Interview mit Herrn Gerald Baumgartner, RA, Prüfungsausschuss BBi München I
Herr Baumgartner, zum Einstieg kurz zu Ihrem persönlichen Werdegang: Sie sind seit 2020 als Rechtsanwalt mit Schwerpunkt auf Handels- und Vertriebsrecht tätig und haben zusätzlich eine Ausbildung zum Wirtschaftsmediator absolviert. Ehrenamtlich engagieren Sie sich als stellvertretendes Mitglied im Prüfungsausschuss der Rechtsanwaltskammer München. Wie kam es dazu, dass Sie bereits kurz nach Ihrer Zulassung im Jahr 2020 ehrenamtlich bei der RAK München aktiv wurden? Was motiviert Sie bei Ihrer ehrenamtlichen Tätigkeit bei der RAK München besonders?

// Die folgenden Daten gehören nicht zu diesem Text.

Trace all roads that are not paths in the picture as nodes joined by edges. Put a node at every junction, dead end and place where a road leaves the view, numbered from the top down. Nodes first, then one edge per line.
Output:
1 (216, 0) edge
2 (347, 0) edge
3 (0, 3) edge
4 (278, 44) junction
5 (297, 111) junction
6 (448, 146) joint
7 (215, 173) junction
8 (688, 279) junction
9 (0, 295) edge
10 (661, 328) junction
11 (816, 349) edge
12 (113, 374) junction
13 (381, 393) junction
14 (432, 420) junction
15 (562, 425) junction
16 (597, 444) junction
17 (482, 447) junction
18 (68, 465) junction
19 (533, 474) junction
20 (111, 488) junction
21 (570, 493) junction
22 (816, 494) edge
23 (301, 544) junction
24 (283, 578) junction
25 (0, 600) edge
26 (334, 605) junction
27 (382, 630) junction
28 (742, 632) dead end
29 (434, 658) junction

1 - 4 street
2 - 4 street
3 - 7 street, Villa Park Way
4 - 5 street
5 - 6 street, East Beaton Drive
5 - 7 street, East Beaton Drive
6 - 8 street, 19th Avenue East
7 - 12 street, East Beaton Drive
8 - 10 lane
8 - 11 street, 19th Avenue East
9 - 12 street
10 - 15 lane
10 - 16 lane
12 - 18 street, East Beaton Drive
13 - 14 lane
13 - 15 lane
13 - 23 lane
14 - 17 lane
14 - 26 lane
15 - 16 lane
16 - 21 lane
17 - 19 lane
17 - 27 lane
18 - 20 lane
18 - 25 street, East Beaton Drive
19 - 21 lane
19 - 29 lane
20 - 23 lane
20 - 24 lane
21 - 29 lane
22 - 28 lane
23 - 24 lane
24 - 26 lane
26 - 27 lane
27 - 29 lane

Meine erste Berührung mit der RAK München hatte ich im Referendariat. Die Kammer beteiligt sich an der Referendarausbildung, indem sie einige Unterrichtseinheiten zum „Berufsfeld Anwaltschaft“ anbietet. Dort hat Herr Dr. Thomas Kuhn (Vorstandsmitglied der RAK München) doziert und uns unter anderem auf das mündliche Examen vorbereitet. Dieses Engagement für unsere Ausbildung und unseren Berufsstand fand ich toll, sodass ich mich dann auch bald in der Kammer einbringen wollte.
Worin bestehen Ihre Aufgaben als Mitglied des Prüfungsausschusses?
Der Prüfungsausschuss ist für die Durchführung der Zwischen- und Abschlussprüfung der Rechtsanwaltsfachangestellten zuständig. Dazu gehört die Aufsicht während der Klausuren, die Korrektur der Klausuren, die Teilnahme an der Notenkonferenz und vor allem die mündliche Abschlussprüfung. Das sogenannte „Fallbezogene Fachgespräch“ ist quasi das „Highlight“ der Abschlussprüfung – nicht nur für die Kandidatinnen und Kandidaten, sondern natürlich genauso für uns Prüfer. Besonders spannend finde ich die anschließende Diskussion mit den anderen Prüfern, wie die Leistung zu bewerten ist.
Sie haben für die Mitteilungen 04/2021 der RAK München ein Plädoyer für die Ausbildung von Rechtsanwaltsfachangestellten gehalten. Wieso sehen Sie es für so wichtig an, dass Kanzleien verstärkt in die Ausbildung investieren?
Weil nur Kanzleien diese Ausbildung leisten können, andere Ausbildungsbetriebe gibt es für diesen Berufszweig nicht. Dass wiederum zahlreiche Rechtsanwaltsfachangestellte teils direkt nach bestandener Prüfung den Berufszweig wechseln und beispielsweise in die öffentliche Verwaltung oder in die Industrie wechseln, muss der Anwaltschaft zu denken geben.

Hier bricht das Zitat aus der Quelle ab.